Canada has reached an agreement with the province of Nova Scotia that calls for the establishment of a cap-and-trade program for carbon dioxide emissions from power plants.
Nova Scotia is also working with the central government to draw up an equivalency agreement for the accelerated phase-out of coal-fired generation in the province.
- The agreement also calls for the adoption of a provincial target that meets or exceeds Canada’s target of reducing emissions by 30% from 2005 levels by 2030.
Nova Scotia’s plans to curb power plants emissions align its energy strategy with the just announced plan by the central government to phase out traditional coal plants by 2030.
Under that plan, traditional coal-fired plants are required to meet a performance standard of 420 tonnes of carbon dioxide (tCO2)/GWh within the next 14 years.

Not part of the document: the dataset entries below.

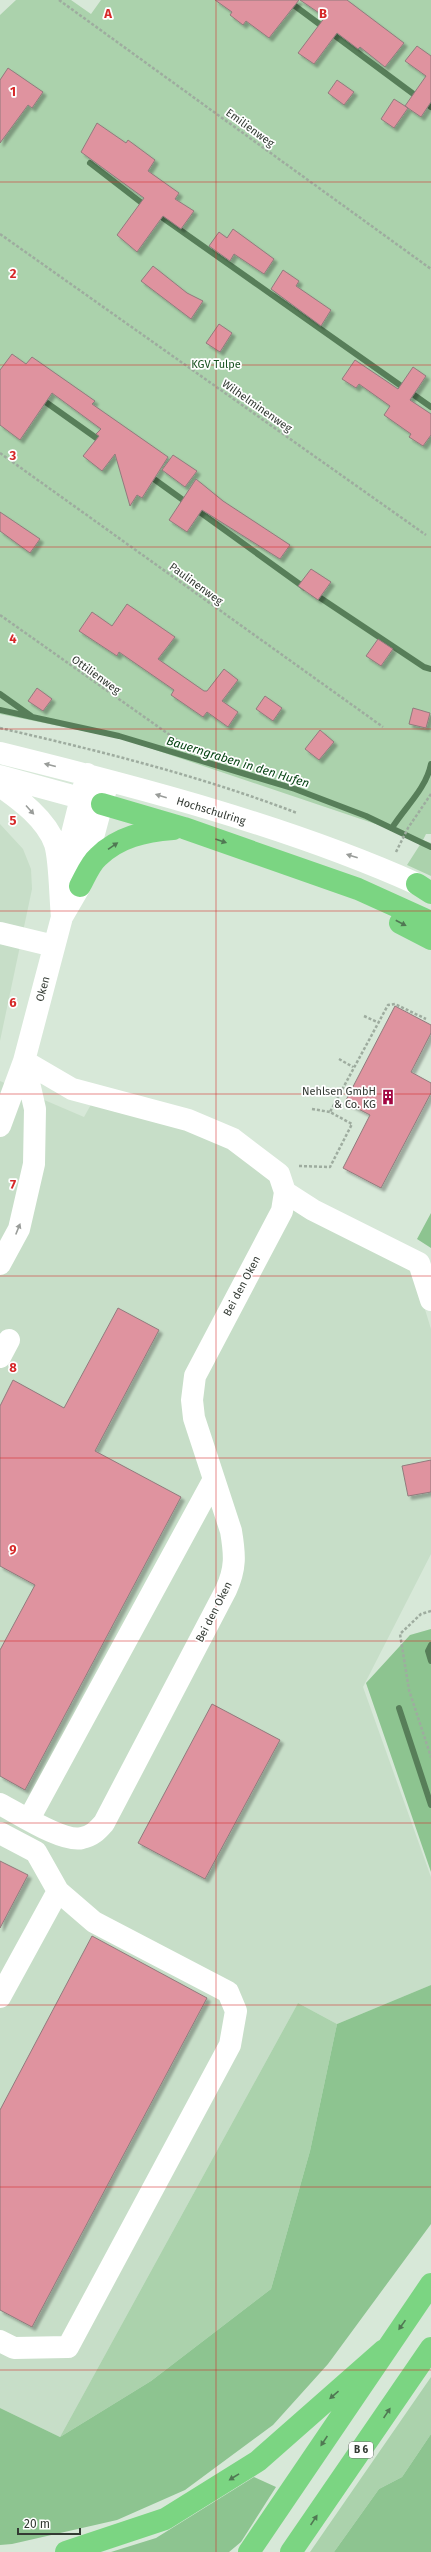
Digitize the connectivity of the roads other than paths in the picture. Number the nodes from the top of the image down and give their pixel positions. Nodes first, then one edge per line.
1 (0, 753) edge
2 (0, 776) edge
3 (98, 777) junction
4 (0, 786) edge
5 (92, 801) junction
6 (184, 828) junction
7 (305, 872) junction
8 (59, 885) junction
9 (80, 886) junction
10 (426, 890) edge
11 (62, 917) junction
12 (431, 922) edge
13 (0, 933) edge
14 (431, 939) edge
15 (54, 946) junction
16 (24, 1061) junction
17 (0, 1126) edge
18 (282, 1183) junction
19 (0, 1264) edge
20 (431, 1300) edge
21 (214, 1478) junction
22 (0, 1804) edge
23 (29, 1820) junction
24 (0, 1833) edge
25 (58, 1891) junction
26 (0, 1997) edge
27 (431, 2284) edge
28 (0, 2342) edge
29 (431, 2348) edge
30 (384, 2350) junction
31 (66, 2552) edge
32 (249, 2552) edge
33 (292, 2552) edge

3 -> 1 street, Hochschulring
2 - 5 street
3 - 5 street, Oken
10 -> 3 street, Hochschulring
4 -> 8 street
5 - 6 highway
5 - 8 street, Oken
5 - 9 street, Oken
6 -> 7 highway
9 -> 6 highway
7 - 12 highway
7 -> 14 highway
8 - 11 street, Oken
9 - 11 street, Oken
11 - 15 street, Oken
13 - 15 street
15 - 16 street, Oken
16 - 17 street, Oken
16 - 18 street
19 -> 16 street
18 - 20 street
18 - 21 street, Bei den Oken
21 - 23 street
21 - 23 street, Bei den Oken
22 - 23 street, Bei den Oken
24 - 25 street
25 - 26 street
25 - 28 street
27 -> 30 highway
33 -> 29 highway, B 6
30 -> 31 highway
30 -> 32 highway

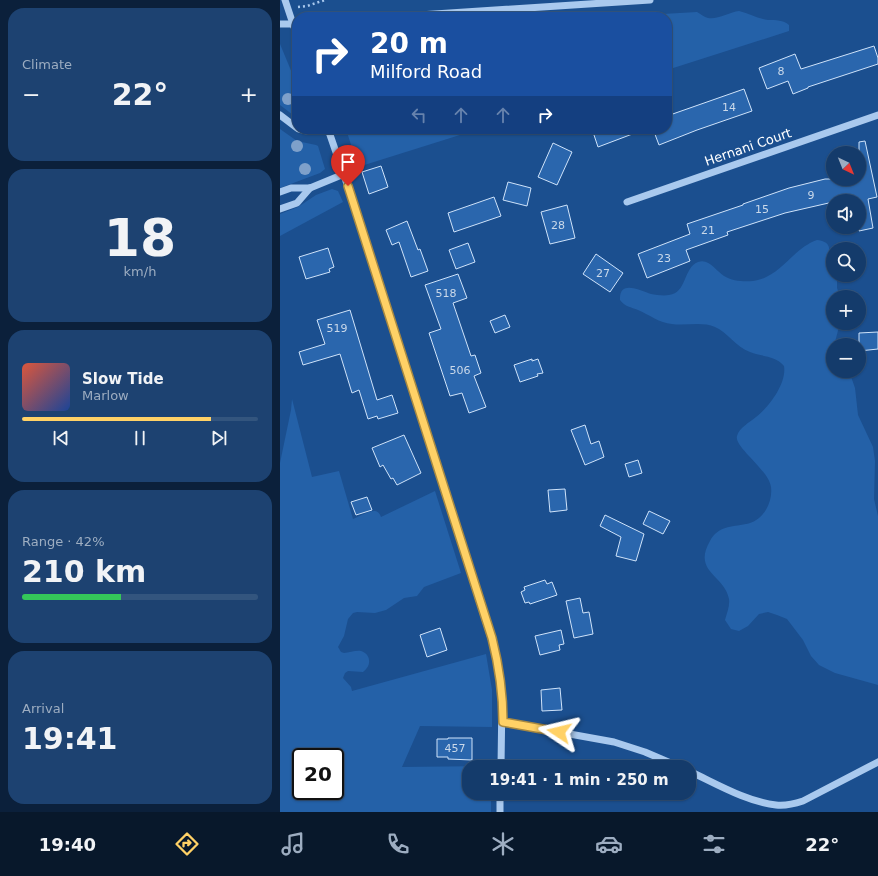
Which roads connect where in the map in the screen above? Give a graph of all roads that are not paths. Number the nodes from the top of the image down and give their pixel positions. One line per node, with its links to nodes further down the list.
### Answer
1 (285, 0): 4 (street)
2 (650, 0): 3 (street)
3 (466, 12)
4 (292, 18)
5 (280, 24): 6 (street)
6 (292, 24)
7 (280, 115): 9 (street)
8 (878, 115): 14 (street, Hernani Court)
9 (292, 124)
10 (330, 134): 11 (street)
11 (344, 174): 12 (street); 16 (street)
12 (310, 188): 13 (street); 15 (street)
13 (280, 192)
14 (627, 202)
15 (280, 209)
16 (503, 722): 17 (street); 18 (street)
17 (501, 760)
18 (664, 760)
19 (878, 762): 20 (street)
20 (696, 774)
21 (500, 800): 22 (street)
22 (500, 812)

That standard allows for coal plants to continue operation if they are equipped with carbon capture and sequestrations (CCS) technology.
The central government’s new mandate gives provinces the option of limiting CO2 emissions by either imposing a price on CO2 emissions or a cap-and-trade program.
“We are extremely pleased that the province of Nova Scotia intends to implement a cap-and-trade system as its approach to pricing carbon pollution. Their proposed approach ensures that Nova Scotia will remain a leader in contributing to Canada’s international emissions-reduction target under the Paris Agreement,” Catherine McKenna, Canada's minister of environment and climate change, said in a statement.
Only four of Canada's ten provinces still burn coal for electricity generation, and the country obtains about 80% of its power from non-emitting resources, such as hydropower.